# EXERCISE OBJECTIVE
Only the words of the entries are wanted, repeated exactly and without images.

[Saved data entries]
* * *

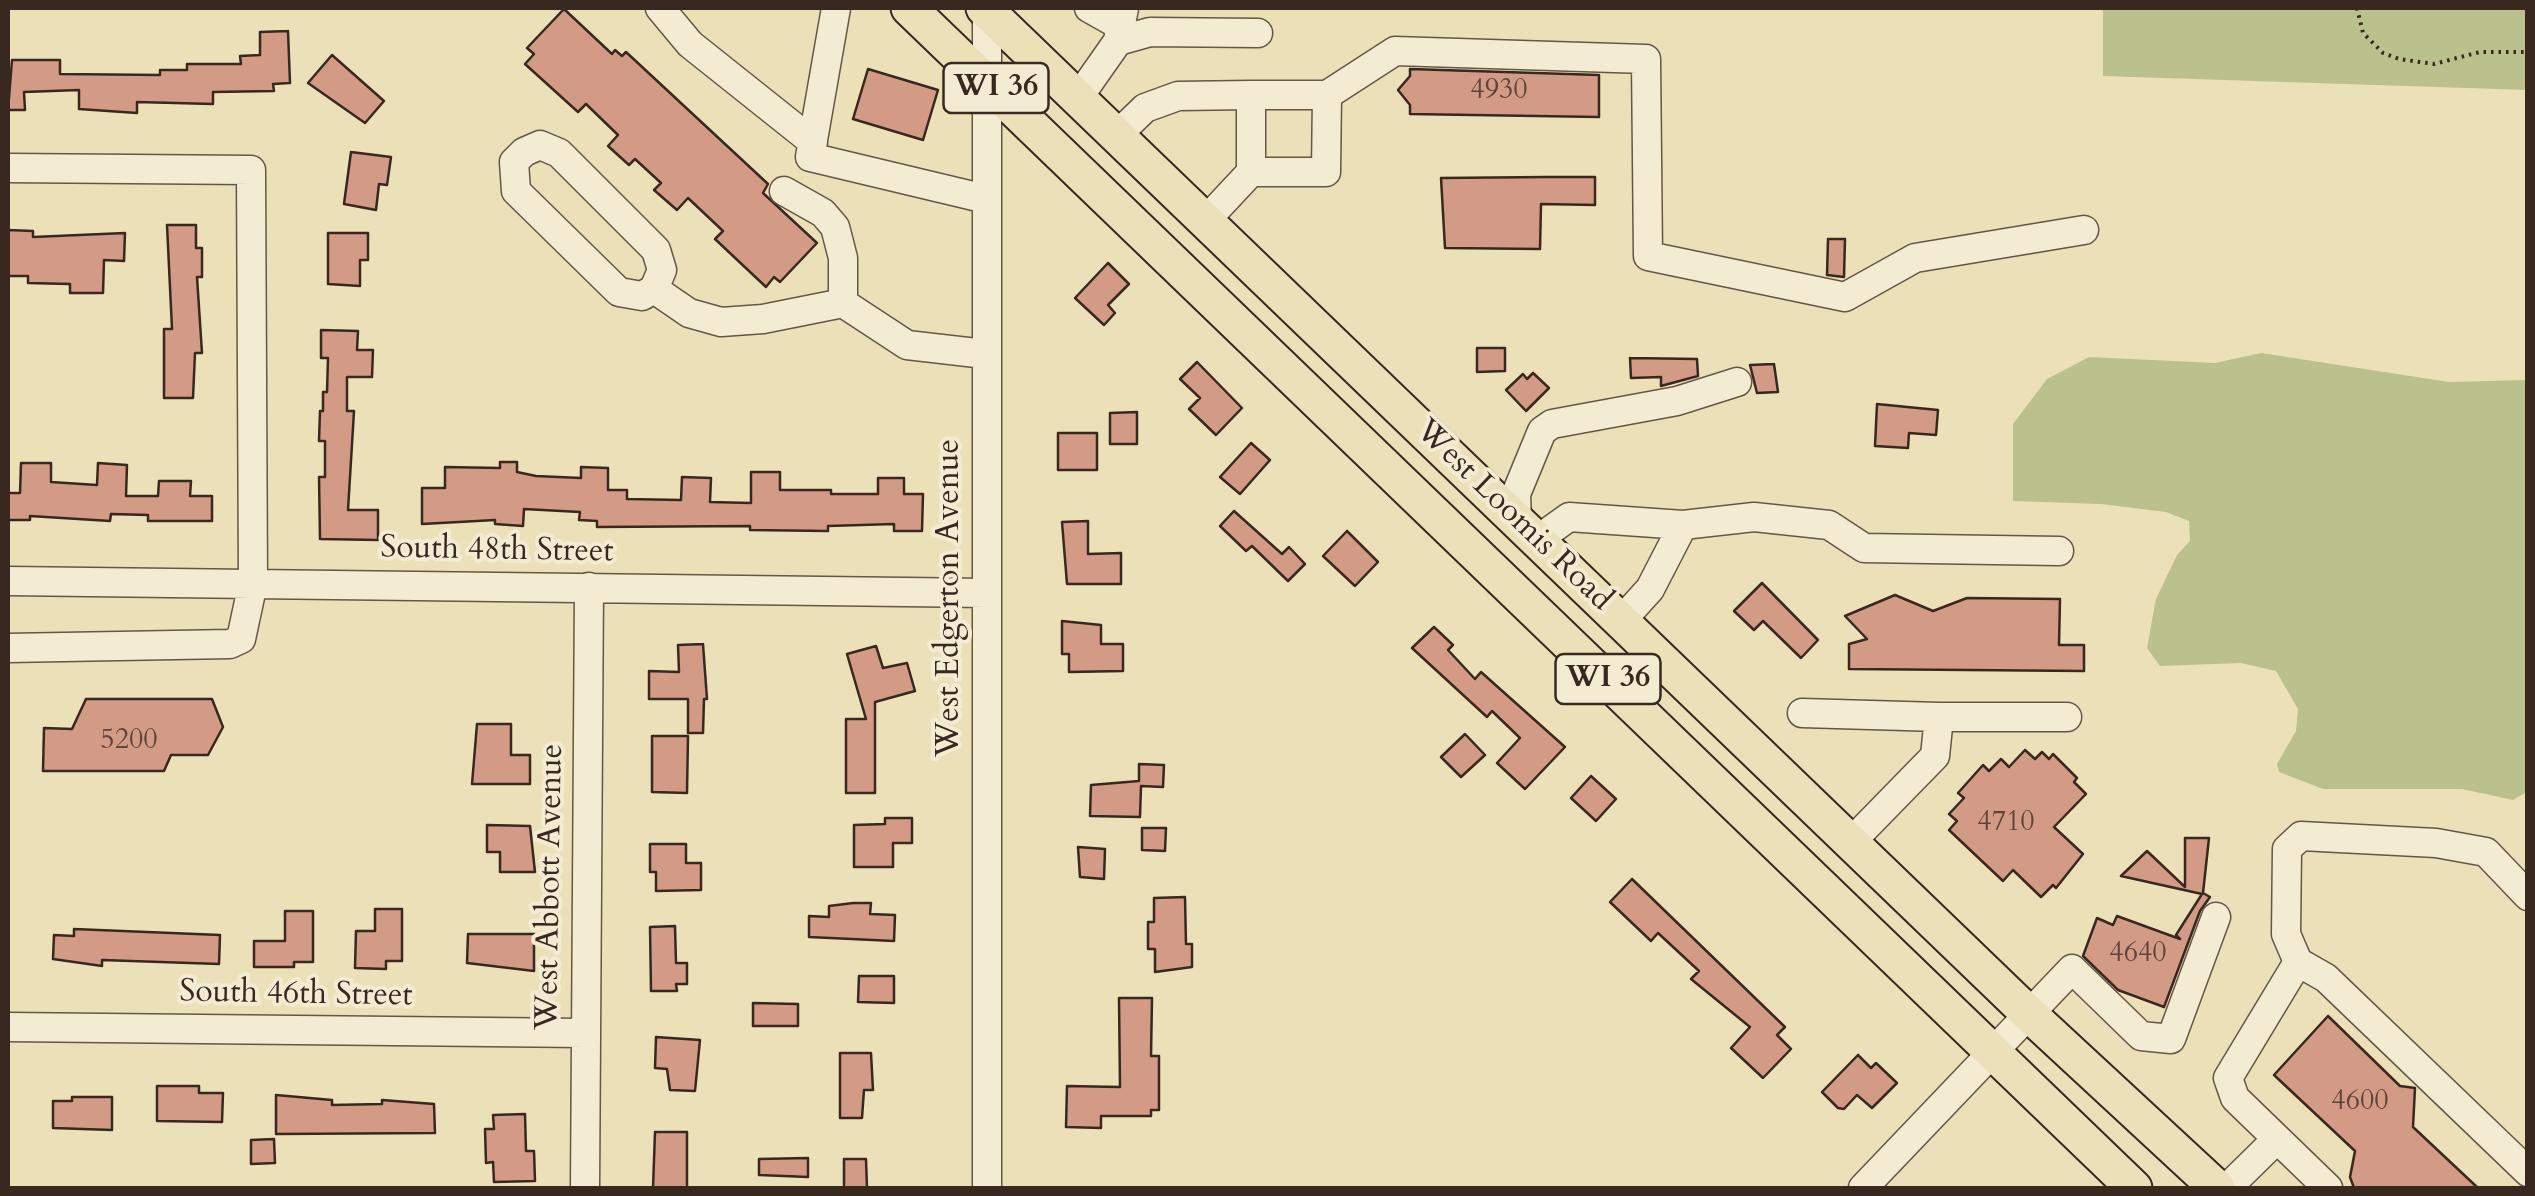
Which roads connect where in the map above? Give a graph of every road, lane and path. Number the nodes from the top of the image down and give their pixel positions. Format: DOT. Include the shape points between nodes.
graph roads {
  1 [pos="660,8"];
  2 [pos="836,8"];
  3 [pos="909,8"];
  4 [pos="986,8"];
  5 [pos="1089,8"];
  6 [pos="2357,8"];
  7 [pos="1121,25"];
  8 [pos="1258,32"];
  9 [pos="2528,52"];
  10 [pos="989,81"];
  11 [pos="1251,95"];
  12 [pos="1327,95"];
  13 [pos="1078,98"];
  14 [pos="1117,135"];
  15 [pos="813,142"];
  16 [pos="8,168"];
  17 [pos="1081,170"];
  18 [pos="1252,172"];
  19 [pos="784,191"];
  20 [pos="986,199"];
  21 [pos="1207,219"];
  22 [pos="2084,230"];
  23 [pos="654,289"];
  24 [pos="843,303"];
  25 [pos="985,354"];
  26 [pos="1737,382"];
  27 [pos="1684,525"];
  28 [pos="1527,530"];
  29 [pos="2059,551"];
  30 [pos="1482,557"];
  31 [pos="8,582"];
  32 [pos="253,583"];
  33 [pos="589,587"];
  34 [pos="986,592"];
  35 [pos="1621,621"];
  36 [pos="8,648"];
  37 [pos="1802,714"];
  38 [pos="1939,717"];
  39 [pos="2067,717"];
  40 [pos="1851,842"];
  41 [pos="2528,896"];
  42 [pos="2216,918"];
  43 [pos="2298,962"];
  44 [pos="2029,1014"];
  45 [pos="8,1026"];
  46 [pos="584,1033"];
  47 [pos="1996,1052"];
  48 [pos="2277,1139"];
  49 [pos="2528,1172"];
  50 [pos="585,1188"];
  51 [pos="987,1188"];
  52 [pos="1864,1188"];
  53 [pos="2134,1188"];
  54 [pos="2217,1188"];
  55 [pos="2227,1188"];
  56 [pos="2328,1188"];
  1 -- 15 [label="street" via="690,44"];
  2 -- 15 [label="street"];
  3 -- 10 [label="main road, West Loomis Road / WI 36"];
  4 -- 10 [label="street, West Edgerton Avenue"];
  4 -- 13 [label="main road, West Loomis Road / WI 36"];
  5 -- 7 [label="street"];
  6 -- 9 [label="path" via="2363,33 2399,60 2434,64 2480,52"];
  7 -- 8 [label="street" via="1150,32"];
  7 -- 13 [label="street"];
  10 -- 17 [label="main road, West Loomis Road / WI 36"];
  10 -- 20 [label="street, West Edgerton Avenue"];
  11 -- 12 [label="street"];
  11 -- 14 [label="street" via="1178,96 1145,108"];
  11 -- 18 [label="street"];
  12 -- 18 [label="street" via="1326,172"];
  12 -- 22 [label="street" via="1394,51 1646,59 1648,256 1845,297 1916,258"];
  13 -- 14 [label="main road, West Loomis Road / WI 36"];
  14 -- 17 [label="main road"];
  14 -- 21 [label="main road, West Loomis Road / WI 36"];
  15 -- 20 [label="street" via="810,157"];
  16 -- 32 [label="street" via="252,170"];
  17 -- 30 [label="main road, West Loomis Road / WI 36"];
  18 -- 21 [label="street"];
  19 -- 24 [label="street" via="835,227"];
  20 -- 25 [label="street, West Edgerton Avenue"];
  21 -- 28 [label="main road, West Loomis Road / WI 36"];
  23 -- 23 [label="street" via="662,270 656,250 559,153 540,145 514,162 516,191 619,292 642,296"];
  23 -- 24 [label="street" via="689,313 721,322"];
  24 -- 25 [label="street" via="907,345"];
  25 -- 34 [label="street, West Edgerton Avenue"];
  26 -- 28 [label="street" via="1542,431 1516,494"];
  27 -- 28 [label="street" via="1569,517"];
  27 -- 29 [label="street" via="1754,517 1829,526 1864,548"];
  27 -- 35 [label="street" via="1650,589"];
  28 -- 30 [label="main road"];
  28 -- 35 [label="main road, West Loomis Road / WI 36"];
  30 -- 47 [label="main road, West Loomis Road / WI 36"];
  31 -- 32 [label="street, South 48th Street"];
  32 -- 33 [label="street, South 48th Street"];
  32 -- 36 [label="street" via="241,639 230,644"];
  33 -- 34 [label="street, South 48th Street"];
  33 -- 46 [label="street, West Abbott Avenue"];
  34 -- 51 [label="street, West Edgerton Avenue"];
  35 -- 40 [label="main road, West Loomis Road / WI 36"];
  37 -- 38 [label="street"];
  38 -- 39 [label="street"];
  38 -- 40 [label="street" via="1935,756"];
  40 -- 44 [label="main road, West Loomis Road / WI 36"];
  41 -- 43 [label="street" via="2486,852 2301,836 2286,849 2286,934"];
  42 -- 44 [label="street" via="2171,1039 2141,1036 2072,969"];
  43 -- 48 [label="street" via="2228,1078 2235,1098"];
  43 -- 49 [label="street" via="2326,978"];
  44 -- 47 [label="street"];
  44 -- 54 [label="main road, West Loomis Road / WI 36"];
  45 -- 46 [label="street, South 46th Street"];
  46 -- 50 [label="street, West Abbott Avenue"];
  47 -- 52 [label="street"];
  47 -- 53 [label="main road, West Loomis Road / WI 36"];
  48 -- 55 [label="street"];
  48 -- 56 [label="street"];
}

* * *

# THE COMPLETED TASK
Which roads connect where in the map above? Give a graph of every road, lane and path. Number the nodes from the top of the image down and give their pixel positions. Format: DOT. Include the shape points between nodes.
graph roads {
  1 [pos="660,8"];
  2 [pos="836,8"];
  3 [pos="909,8"];
  4 [pos="986,8"];
  5 [pos="1089,8"];
  6 [pos="2357,8"];
  7 [pos="1121,25"];
  8 [pos="1258,32"];
  9 [pos="2528,52"];
  10 [pos="989,81"];
  11 [pos="1251,95"];
  12 [pos="1327,95"];
  13 [pos="1078,98"];
  14 [pos="1117,135"];
  15 [pos="813,142"];
  16 [pos="8,168"];
  17 [pos="1081,170"];
  18 [pos="1252,172"];
  19 [pos="784,191"];
  20 [pos="986,199"];
  21 [pos="1207,219"];
  22 [pos="2084,230"];
  23 [pos="654,289"];
  24 [pos="843,303"];
  25 [pos="985,354"];
  26 [pos="1737,382"];
  27 [pos="1684,525"];
  28 [pos="1527,530"];
  29 [pos="2059,551"];
  30 [pos="1482,557"];
  31 [pos="8,582"];
  32 [pos="253,583"];
  33 [pos="589,587"];
  34 [pos="986,592"];
  35 [pos="1621,621"];
  36 [pos="8,648"];
  37 [pos="1802,714"];
  38 [pos="1939,717"];
  39 [pos="2067,717"];
  40 [pos="1851,842"];
  41 [pos="2528,896"];
  42 [pos="2216,918"];
  43 [pos="2298,962"];
  44 [pos="2029,1014"];
  45 [pos="8,1026"];
  46 [pos="584,1033"];
  47 [pos="1996,1052"];
  48 [pos="2277,1139"];
  49 [pos="2528,1172"];
  50 [pos="585,1188"];
  51 [pos="987,1188"];
  52 [pos="1864,1188"];
  53 [pos="2134,1188"];
  54 [pos="2217,1188"];
  55 [pos="2227,1188"];
  56 [pos="2328,1188"];
  1 -- 15 [label="street" via="690,44"];
  2 -- 15 [label="street"];
  3 -- 10 [label="main road, West Loomis Road / WI 36"];
  4 -- 10 [label="street, West Edgerton Avenue"];
  4 -- 13 [label="main road, West Loomis Road / WI 36"];
  5 -- 7 [label="street"];
  6 -- 9 [label="path" via="2363,33 2399,60 2434,64 2480,52"];
  7 -- 8 [label="street" via="1150,32"];
  7 -- 13 [label="street"];
  10 -- 17 [label="main road, West Loomis Road / WI 36"];
  10 -- 20 [label="street, West Edgerton Avenue"];
  11 -- 12 [label="street"];
  11 -- 14 [label="street" via="1178,96 1145,108"];
  11 -- 18 [label="street"];
  12 -- 18 [label="street" via="1326,172"];
  12 -- 22 [label="street" via="1394,51 1646,59 1648,256 1845,297 1916,258"];
  13 -- 14 [label="main road, West Loomis Road / WI 36"];
  14 -- 17 [label="main road"];
  14 -- 21 [label="main road, West Loomis Road / WI 36"];
  15 -- 20 [label="street" via="810,157"];
  16 -- 32 [label="street" via="252,170"];
  17 -- 30 [label="main road, West Loomis Road / WI 36"];
  18 -- 21 [label="street"];
  19 -- 24 [label="street" via="835,227"];
  20 -- 25 [label="street, West Edgerton Avenue"];
  21 -- 28 [label="main road, West Loomis Road / WI 36"];
  23 -- 23 [label="street" via="662,270 656,250 559,153 540,145 514,162 516,191 619,292 642,296"];
  23 -- 24 [label="street" via="689,313 721,322"];
  24 -- 25 [label="street" via="907,345"];
  25 -- 34 [label="street, West Edgerton Avenue"];
  26 -- 28 [label="street" via="1542,431 1516,494"];
  27 -- 28 [label="street" via="1569,517"];
  27 -- 29 [label="street" via="1754,517 1829,526 1864,548"];
  27 -- 35 [label="street" via="1650,589"];
  28 -- 30 [label="main road"];
  28 -- 35 [label="main road, West Loomis Road / WI 36"];
  30 -- 47 [label="main road, West Loomis Road / WI 36"];
  31 -- 32 [label="street, South 48th Street"];
  32 -- 33 [label="street, South 48th Street"];
  32 -- 36 [label="street" via="241,639 230,644"];
  33 -- 34 [label="street, South 48th Street"];
  33 -- 46 [label="street, West Abbott Avenue"];
  34 -- 51 [label="street, West Edgerton Avenue"];
  35 -- 40 [label="main road, West Loomis Road / WI 36"];
  37 -- 38 [label="street"];
  38 -- 39 [label="street"];
  38 -- 40 [label="street" via="1935,756"];
  40 -- 44 [label="main road, West Loomis Road / WI 36"];
  41 -- 43 [label="street" via="2486,852 2301,836 2286,849 2286,934"];
  42 -- 44 [label="street" via="2171,1039 2141,1036 2072,969"];
  43 -- 48 [label="street" via="2228,1078 2235,1098"];
  43 -- 49 [label="street" via="2326,978"];
  44 -- 47 [label="street"];
  44 -- 54 [label="main road, West Loomis Road / WI 36"];
  45 -- 46 [label="street, South 46th Street"];
  46 -- 50 [label="street, West Abbott Avenue"];
  47 -- 52 [label="street"];
  47 -- 53 [label="main road, West Loomis Road / WI 36"];
  48 -- 55 [label="street"];
  48 -- 56 [label="street"];
}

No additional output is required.